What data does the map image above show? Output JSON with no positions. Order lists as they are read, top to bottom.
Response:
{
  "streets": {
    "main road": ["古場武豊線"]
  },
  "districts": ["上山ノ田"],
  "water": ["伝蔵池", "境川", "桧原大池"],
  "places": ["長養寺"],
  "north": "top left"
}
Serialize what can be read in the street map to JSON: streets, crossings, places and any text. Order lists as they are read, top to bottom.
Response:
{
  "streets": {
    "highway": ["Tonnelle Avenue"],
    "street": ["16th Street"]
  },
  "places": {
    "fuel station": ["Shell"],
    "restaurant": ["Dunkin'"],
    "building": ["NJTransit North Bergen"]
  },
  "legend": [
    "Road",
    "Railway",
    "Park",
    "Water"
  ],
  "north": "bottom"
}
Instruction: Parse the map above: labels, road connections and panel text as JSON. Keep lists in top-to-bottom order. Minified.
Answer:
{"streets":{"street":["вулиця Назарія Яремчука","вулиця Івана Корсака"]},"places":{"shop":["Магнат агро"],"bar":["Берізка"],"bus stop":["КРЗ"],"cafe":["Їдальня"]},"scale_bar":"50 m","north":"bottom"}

:::::

> **YOUR GOAL**: Exactly as written, return every line of the material.

> **FINISHED TASK**:
What data does the map image above show? Output JSON with no positions. Order lists as they are read, top to bottom.
Response:
{
  "streets": {
    "main road": ["古場武豊線"]
  },
  "districts": ["上山ノ田"],
  "water": ["伝蔵池", "境川", "桧原大池"],
  "places": ["長養寺"],
  "north": "top left"
}
Serialize what can be read in the street map to JSON: streets, crossings, places and any text. Order lists as they are read, top to bottom.
Response:
{
  "streets": {
    "highway": ["Tonnelle Avenue"],
    "street": ["16th Street"]
  },
  "places": {
    "fuel station": ["Shell"],
    "restaurant": ["Dunkin'"],
    "building": ["NJTransit North Bergen"]
  },
  "legend": [
    "Road",
    "Railway",
    "Park",
    "Water"
  ],
  "north": "bottom"
}
Instruction: Parse the map above: labels, road connections and panel text as JSON. Keep lists in top-to-bottom order. Minified.
Answer:
{"streets":{"street":["вулиця Назарія Яремчука","вулиця Івана Корсака"]},"places":{"shop":["Магнат агро"],"bar":["Берізка"],"bus stop":["КРЗ"],"cafe":["Їдальня"]},"scale_bar":"50 m","north":"bottom"}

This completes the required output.